EXERCISE: Give the number of lines in the data that hold the word "lineWidth", and nothing else.
*** DATA EXCERPTS ***
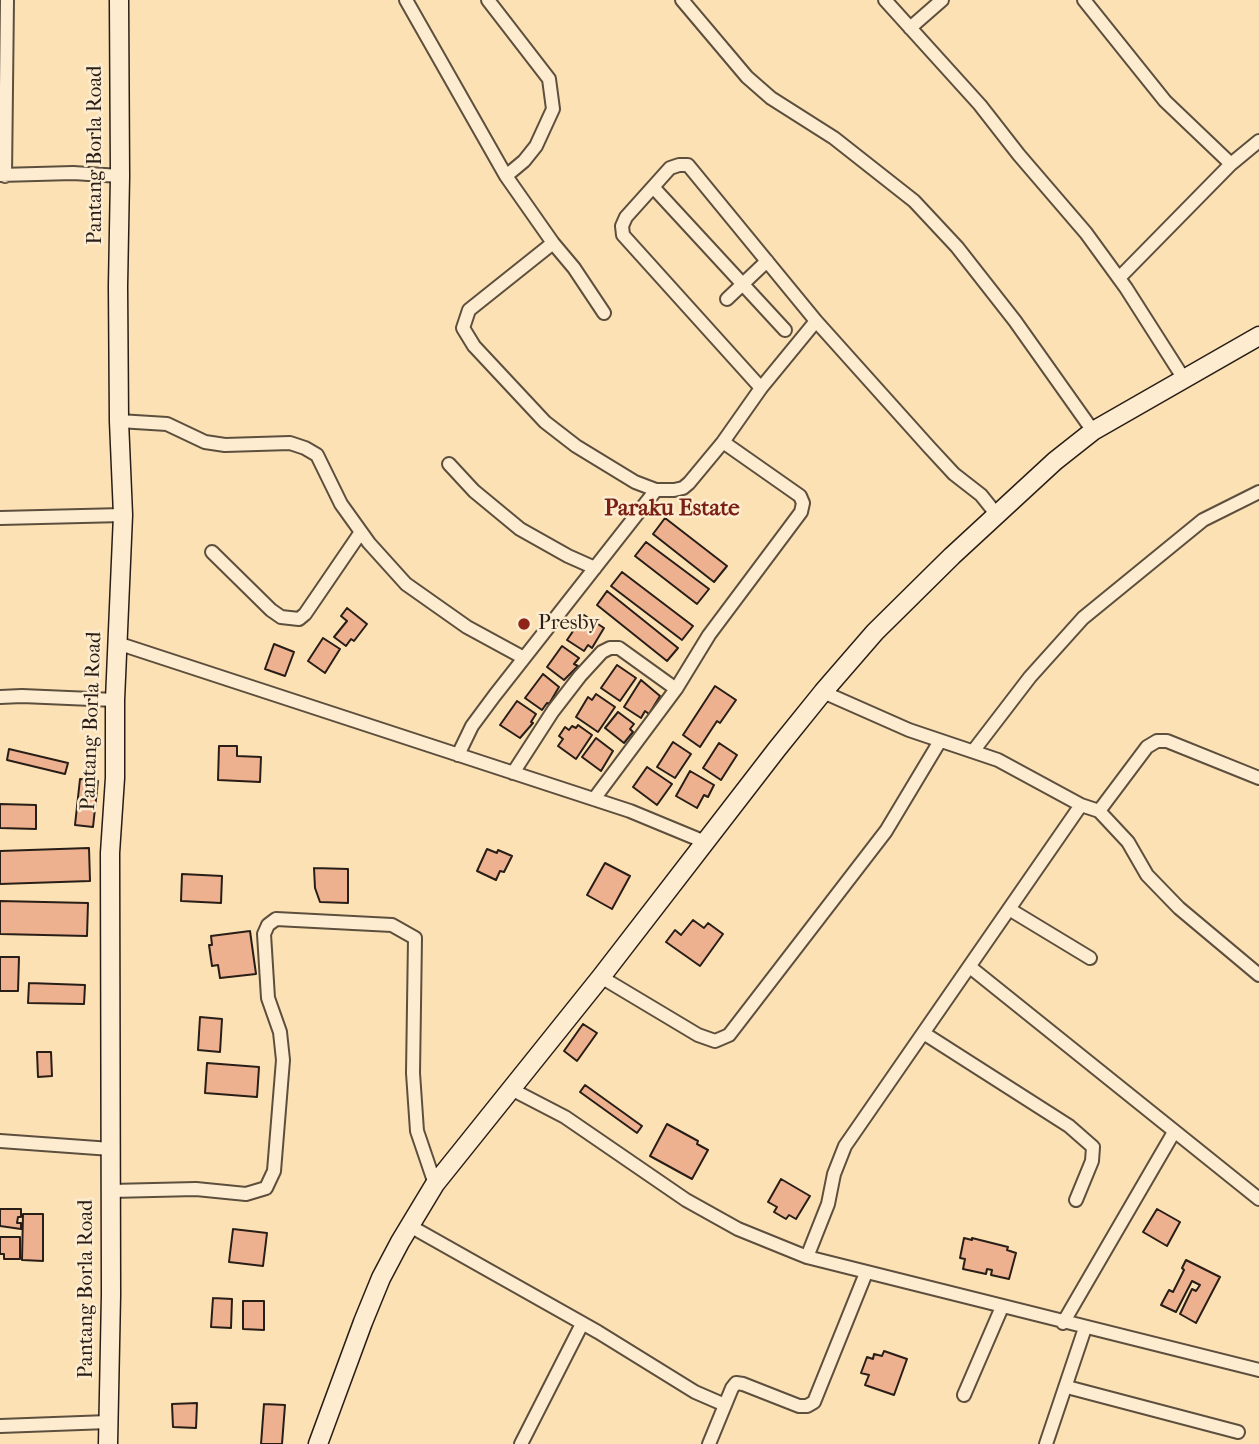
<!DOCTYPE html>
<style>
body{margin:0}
canvas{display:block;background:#fce1b5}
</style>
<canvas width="1259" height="1444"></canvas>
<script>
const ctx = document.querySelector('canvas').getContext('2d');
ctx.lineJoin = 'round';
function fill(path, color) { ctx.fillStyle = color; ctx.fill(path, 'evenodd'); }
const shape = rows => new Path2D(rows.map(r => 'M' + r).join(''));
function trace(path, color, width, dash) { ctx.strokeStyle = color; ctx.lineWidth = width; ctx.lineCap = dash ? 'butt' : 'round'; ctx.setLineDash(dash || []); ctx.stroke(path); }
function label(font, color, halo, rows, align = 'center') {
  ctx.font = font + ' "IM FELL French Canon",serif'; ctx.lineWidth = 5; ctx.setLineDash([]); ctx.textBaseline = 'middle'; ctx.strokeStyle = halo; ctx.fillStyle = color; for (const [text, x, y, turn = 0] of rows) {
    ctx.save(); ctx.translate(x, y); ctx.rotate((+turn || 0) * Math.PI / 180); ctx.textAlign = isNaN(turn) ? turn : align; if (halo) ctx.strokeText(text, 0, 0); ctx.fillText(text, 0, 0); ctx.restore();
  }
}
const building = shape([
 [665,518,727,566,714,582,653,534,665,518],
 [646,542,709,589,697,604,635,556,646,542],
 [622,572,693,626,682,640,611,586,622,572],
 [607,591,678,648,667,661,597,605,607,591],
 [347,608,367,624,354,641,351,639,346,646,334,637,347,621,341,616,347,608],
 [584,615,604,628,592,648,588,645,584,651,567,640,584,615],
 [323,638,340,649,325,673,308,661,323,638],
 [274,644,294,652,285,676,265,669,274,644],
 [562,646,579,658,574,664,578,666,564,680,547,667,562,646],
 [617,665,636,678,620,701,601,688,617,665],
 [543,674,559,687,549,704,547,703,542,710,525,698,543,674],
 [641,680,660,696,649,714,645,711,641,718,624,707,641,680],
 [715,686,736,700,720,723,717,721,700,747,683,735,715,686],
 [596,694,615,707,598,732,576,717,588,697,592,700,596,694],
 [517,701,536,714,531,722,533,723,520,738,500,725,517,701],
 [618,712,634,724,630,729,633,732,624,743,605,728,618,712],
 [578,725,592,735,576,759,558,746,563,739,559,736,565,727,569,730,572,726,576,728,578,725],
 [596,738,613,751,601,771,582,757,596,738],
 [673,742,691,754,675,778,657,767,673,742],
 [719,743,737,755,721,780,703,768,719,743],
 [219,746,237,746,237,756,261,757,260,782,218,780,219,746],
 [9,749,68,763,65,774,7,760,9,749],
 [647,767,672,784,657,805,633,787,647,767],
 [690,771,714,785,708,797,704,795,697,808,676,796,690,771],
 [80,779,98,781,93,827,75,825,80,779],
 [0,804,36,805,36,829,0,828,0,804],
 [89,848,90,881,0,884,0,851,89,848],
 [487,849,497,853,498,850,512,856,504,872,500,871,496,880,477,871,487,849],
 [605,863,630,876,612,909,587,895,605,863],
 [314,868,348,869,348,903,320,902,315,888,314,868],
 [182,874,222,876,221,903,181,901,182,874],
 [0,901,88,903,87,936,0,934,0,901],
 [693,920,704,928,708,923,723,934,700,966,666,942,675,930,681,935,693,920],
 [250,931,256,974,220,978,218,965,212,966,209,945,212,945,211,936,250,931],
 [0,957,19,957,18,991,0,991,0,957],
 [29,983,85,985,84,1004,28,1003,29,983],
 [200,1017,222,1019,220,1052,198,1050,200,1017],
 [583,1024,597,1033,577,1061,564,1051,583,1024],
 [37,1052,51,1052,52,1076,38,1077,37,1052],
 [207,1063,259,1067,257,1097,205,1093,207,1063],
 [585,1085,642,1126,637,1133,580,1092,585,1085],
 [667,1124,698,1141,697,1144,708,1150,692,1179,650,1156,667,1124],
 [781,1179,810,1196,796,1219,789,1215,786,1219,774,1212,777,1207,768,1202,781,1179],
 [0,1209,21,1209,21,1217,18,1217,17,1223,21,1223,21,1229,0,1226,0,1209],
 [1157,1209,1180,1222,1167,1246,1143,1232,1157,1209],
 [23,1214,43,1214,43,1261,22,1260,23,1214],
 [233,1229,267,1233,263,1266,229,1262,233,1229],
 [0,1237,20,1237,20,1259,4,1259,4,1254,0,1254,0,1237],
 [964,1238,972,1240,972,1238,1008,1247,1007,1250,1016,1253,1009,1279,991,1275,992,1270,987,1269,986,1274,963,1269,965,1259,960,1258,964,1238],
 [1186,1260,1220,1277,1196,1323,1180,1314,1192,1289,1196,1291,1200,1285,1192,1281,1176,1312,1161,1305,1169,1290,1173,1292,1184,1270,1182,1268,1186,1260],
 [213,1298,232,1299,231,1328,211,1327,213,1298],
 [243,1301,264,1301,264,1330,243,1329,243,1301],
 [884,1351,907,1359,894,1395,865,1385,869,1375,861,1373,867,1357,873,1359,874,1354,882,1356,884,1351],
 [197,1403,196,1428,173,1427,172,1404,197,1403],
 [264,1404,285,1405,282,1444,261,1444,264,1404]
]);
fill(building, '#eeb18f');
trace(building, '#281e17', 2);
const street = shape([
 [406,0,506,176,553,243,574,268,604,313],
 [488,0,549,79,553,109,536,146,524,161,506,176],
 [682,0,747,77,771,98,834,138,914,201,957,247,1015,321,1093,431],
 [885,0,980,105,1019,155,1086,233,1126,288,1184,379],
 [1084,0,1165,101,1231,164],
 [910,28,942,0],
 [0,175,73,173,120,176],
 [5,176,7,0],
 [653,187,785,330],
 [553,243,469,310,463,328,474,346,545,422,576,446,635,482,656,490,674,490,683,488,689,483,723,442,761,388,816,321],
 [1119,278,1231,164,1259,141],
 [727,299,767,261],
 [761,388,623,235,622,226,626,217,670,168,679,165,688,165,816,321,929,447,954,474,981,495,997,515],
 [119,421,167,424,205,442,225,445,290,443,305,448,317,455,341,504,369,543,406,584,467,627,524,658],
 [449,464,474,491,520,529,568,556,595,568],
 [0,518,123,515],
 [212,552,271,610,281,617,299,619,305,614,361,532],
 [117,643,630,811,705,842],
 [823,692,909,730,998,760,1081,805,1099,811,1128,842,1147,875,1179,908,1259,975],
 [0,697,22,696,115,700],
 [974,750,1030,677,1083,618,1203,520,1259,492],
 [458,755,472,726,495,695,656,490],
 [513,773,553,711,580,676,602,652,610,648,619,648,676,689],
 [594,799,676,689,709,635,801,512,803,503,800,496,723,442],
 [1099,811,1147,747,1157,741,1167,741,1259,778],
 [1009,909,1090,958],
 [970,967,1259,1199],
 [601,977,698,1035,715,1041,729,1035,886,831,940,741],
 [925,1034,1069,1126,1093,1147,1092,1161,1076,1200],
 [511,1089,565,1117,686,1200,738,1229,807,1257,1259,1370],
 [0,1141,111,1149],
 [111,1191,196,1189,246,1194,266,1188,274,1171,283,1060,280,1032,268,998,264,934,268,925,276,919,392,925,415,938,413,1073,417,1131,435,1184],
 [410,1226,598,1332,695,1392,725,1405],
 [807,1257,828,1204,834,1174,845,1146,1081,805],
 [1063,1323,1174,1132],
 [1067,1387,1238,1432],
 [964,1395,1002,1307],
 [0,1426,108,1422],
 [521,1444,582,1324],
 [709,1444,732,1388,736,1383,743,1384,799,1406,807,1406,814,1402,866,1273],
 [1046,1444,1085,1328]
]);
const secondary = shape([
 [108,1444,111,1295,110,853,115,778,115,700,123,515,119,421,118,286,120,176,119,0],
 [318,1444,363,1322,381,1278,400,1242,435,1184,601,977,777,749,823,692,875,632,952,556,1055,461,1093,431,1259,336]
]);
trace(street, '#5d4f3e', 16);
trace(secondary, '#281e17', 21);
trace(street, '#fdeccf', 12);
trace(secondary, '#fdeccf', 18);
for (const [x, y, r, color] of [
 [524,624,7,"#8f2418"]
]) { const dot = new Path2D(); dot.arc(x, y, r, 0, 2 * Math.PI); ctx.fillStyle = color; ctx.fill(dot); trace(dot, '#fdeccf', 2.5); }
label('21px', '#281e17', '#fdeccf', [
 ["Pantang Borla Road",96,155,-90],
 ["Pantang Borla Road",92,721,-88],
 ["Pantang Borla Road",87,1289,-90]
]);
label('21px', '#281e17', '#fdeccf', [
 ["Presby",538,624]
], 'left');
label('bold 23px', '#7a1f14', '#fdeccf', [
 ["Paraku Estate",672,509]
]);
</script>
*** End of DATA EXCERPTS ***
RESULT OF THIS EXERCISE: 2